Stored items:
● ● ● ● ● ● ●

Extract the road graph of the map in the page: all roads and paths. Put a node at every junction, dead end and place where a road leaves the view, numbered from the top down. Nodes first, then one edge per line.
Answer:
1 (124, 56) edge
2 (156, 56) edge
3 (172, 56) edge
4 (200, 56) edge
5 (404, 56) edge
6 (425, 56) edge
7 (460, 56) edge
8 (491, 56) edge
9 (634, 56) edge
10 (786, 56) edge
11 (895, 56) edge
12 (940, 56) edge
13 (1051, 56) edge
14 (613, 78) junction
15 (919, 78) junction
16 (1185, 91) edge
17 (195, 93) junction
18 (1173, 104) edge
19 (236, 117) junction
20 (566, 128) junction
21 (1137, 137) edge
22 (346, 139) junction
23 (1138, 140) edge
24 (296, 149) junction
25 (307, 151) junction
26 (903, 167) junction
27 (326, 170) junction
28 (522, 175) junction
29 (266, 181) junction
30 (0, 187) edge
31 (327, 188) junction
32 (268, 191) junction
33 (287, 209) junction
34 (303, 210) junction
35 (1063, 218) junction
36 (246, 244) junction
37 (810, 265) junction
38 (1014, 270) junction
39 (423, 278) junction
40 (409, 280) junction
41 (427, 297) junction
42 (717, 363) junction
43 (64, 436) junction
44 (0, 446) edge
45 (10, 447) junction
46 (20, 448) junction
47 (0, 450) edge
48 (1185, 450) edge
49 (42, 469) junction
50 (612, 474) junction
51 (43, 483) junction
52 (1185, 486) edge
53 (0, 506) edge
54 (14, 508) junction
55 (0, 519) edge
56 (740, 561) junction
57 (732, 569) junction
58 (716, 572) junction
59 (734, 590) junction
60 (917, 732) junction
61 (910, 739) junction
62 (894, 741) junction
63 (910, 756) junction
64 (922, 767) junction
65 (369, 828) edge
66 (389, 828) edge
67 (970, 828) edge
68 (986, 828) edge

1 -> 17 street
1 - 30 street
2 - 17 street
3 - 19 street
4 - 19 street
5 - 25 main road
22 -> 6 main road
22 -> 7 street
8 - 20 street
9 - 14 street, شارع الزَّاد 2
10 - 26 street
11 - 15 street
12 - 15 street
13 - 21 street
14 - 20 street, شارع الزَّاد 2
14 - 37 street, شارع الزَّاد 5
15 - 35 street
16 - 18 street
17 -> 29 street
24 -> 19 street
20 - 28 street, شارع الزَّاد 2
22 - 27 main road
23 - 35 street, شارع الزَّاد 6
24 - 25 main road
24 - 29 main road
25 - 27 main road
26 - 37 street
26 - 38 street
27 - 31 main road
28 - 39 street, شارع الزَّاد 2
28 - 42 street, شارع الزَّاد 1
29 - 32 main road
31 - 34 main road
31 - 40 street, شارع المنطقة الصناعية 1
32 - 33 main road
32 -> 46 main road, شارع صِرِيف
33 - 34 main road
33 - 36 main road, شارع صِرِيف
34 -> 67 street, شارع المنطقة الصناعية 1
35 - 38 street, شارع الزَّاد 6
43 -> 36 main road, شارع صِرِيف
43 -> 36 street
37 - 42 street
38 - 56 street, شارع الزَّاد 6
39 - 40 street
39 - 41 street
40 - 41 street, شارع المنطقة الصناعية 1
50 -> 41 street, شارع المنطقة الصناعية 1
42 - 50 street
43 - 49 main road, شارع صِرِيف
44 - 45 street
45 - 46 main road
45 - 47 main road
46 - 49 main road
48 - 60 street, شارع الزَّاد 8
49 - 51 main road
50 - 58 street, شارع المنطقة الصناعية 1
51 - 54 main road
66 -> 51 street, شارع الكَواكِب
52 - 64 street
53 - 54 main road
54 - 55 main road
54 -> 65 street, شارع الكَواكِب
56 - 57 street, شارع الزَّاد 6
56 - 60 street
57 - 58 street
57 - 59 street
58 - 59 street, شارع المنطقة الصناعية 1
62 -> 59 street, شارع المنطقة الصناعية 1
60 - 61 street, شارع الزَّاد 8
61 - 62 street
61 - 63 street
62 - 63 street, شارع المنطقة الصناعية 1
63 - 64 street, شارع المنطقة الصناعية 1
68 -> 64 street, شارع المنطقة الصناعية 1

● ● ● ● ● ● ●

* DIRECTIONS FOR THIS TASK *
Would you set the entries down again, exactly as they were written?

* TASK SOLUTION *
Extract the road graph of the map in the page: all roads and paths. Put a node at every junction, dead end and place where a road leaves the view, numbered from the top down. Nodes first, then one edge per line.
Answer:
1 (124, 56) edge
2 (156, 56) edge
3 (172, 56) edge
4 (200, 56) edge
5 (404, 56) edge
6 (425, 56) edge
7 (460, 56) edge
8 (491, 56) edge
9 (634, 56) edge
10 (786, 56) edge
11 (895, 56) edge
12 (940, 56) edge
13 (1051, 56) edge
14 (613, 78) junction
15 (919, 78) junction
16 (1185, 91) edge
17 (195, 93) junction
18 (1173, 104) edge
19 (236, 117) junction
20 (566, 128) junction
21 (1137, 137) edge
22 (346, 139) junction
23 (1138, 140) edge
24 (296, 149) junction
25 (307, 151) junction
26 (903, 167) junction
27 (326, 170) junction
28 (522, 175) junction
29 (266, 181) junction
30 (0, 187) edge
31 (327, 188) junction
32 (268, 191) junction
33 (287, 209) junction
34 (303, 210) junction
35 (1063, 218) junction
36 (246, 244) junction
37 (810, 265) junction
38 (1014, 270) junction
39 (423, 278) junction
40 (409, 280) junction
41 (427, 297) junction
42 (717, 363) junction
43 (64, 436) junction
44 (0, 446) edge
45 (10, 447) junction
46 (20, 448) junction
47 (0, 450) edge
48 (1185, 450) edge
49 (42, 469) junction
50 (612, 474) junction
51 (43, 483) junction
52 (1185, 486) edge
53 (0, 506) edge
54 (14, 508) junction
55 (0, 519) edge
56 (740, 561) junction
57 (732, 569) junction
58 (716, 572) junction
59 (734, 590) junction
60 (917, 732) junction
61 (910, 739) junction
62 (894, 741) junction
63 (910, 756) junction
64 (922, 767) junction
65 (369, 828) edge
66 (389, 828) edge
67 (970, 828) edge
68 (986, 828) edge

1 -> 17 street
1 - 30 street
2 - 17 street
3 - 19 street
4 - 19 street
5 - 25 main road
22 -> 6 main road
22 -> 7 street
8 - 20 street
9 - 14 street, شارع الزَّاد 2
10 - 26 street
11 - 15 street
12 - 15 street
13 - 21 street
14 - 20 street, شارع الزَّاد 2
14 - 37 street, شارع الزَّاد 5
15 - 35 street
16 - 18 street
17 -> 29 street
24 -> 19 street
20 - 28 street, شارع الزَّاد 2
22 - 27 main road
23 - 35 street, شارع الزَّاد 6
24 - 25 main road
24 - 29 main road
25 - 27 main road
26 - 37 street
26 - 38 street
27 - 31 main road
28 - 39 street, شارع الزَّاد 2
28 - 42 street, شارع الزَّاد 1
29 - 32 main road
31 - 34 main road
31 - 40 street, شارع المنطقة الصناعية 1
32 - 33 main road
32 -> 46 main road, شارع صِرِيف
33 - 34 main road
33 - 36 main road, شارع صِرِيف
34 -> 67 street, شارع المنطقة الصناعية 1
35 - 38 street, شارع الزَّاد 6
43 -> 36 main road, شارع صِرِيف
43 -> 36 street
37 - 42 street
38 - 56 street, شارع الزَّاد 6
39 - 40 street
39 - 41 street
40 - 41 street, شارع المنطقة الصناعية 1
50 -> 41 street, شارع المنطقة الصناعية 1
42 - 50 street
43 - 49 main road, شارع صِرِيف
44 - 45 street
45 - 46 main road
45 - 47 main road
46 - 49 main road
48 - 60 street, شارع الزَّاد 8
49 - 51 main road
50 - 58 street, شارع المنطقة الصناعية 1
51 - 54 main road
66 -> 51 street, شارع الكَواكِب
52 - 64 street
53 - 54 main road
54 - 55 main road
54 -> 65 street, شارع الكَواكِب
56 - 57 street, شارع الزَّاد 6
56 - 60 street
57 - 58 street
57 - 59 street
58 - 59 street, شارع المنطقة الصناعية 1
62 -> 59 street, شارع المنطقة الصناعية 1
60 - 61 street, شارع الزَّاد 8
61 - 62 street
61 - 63 street
62 - 63 street, شارع المنطقة الصناعية 1
63 - 64 street, شارع المنطقة الصناعية 1
68 -> 64 street, شارع المنطقة الصناعية 1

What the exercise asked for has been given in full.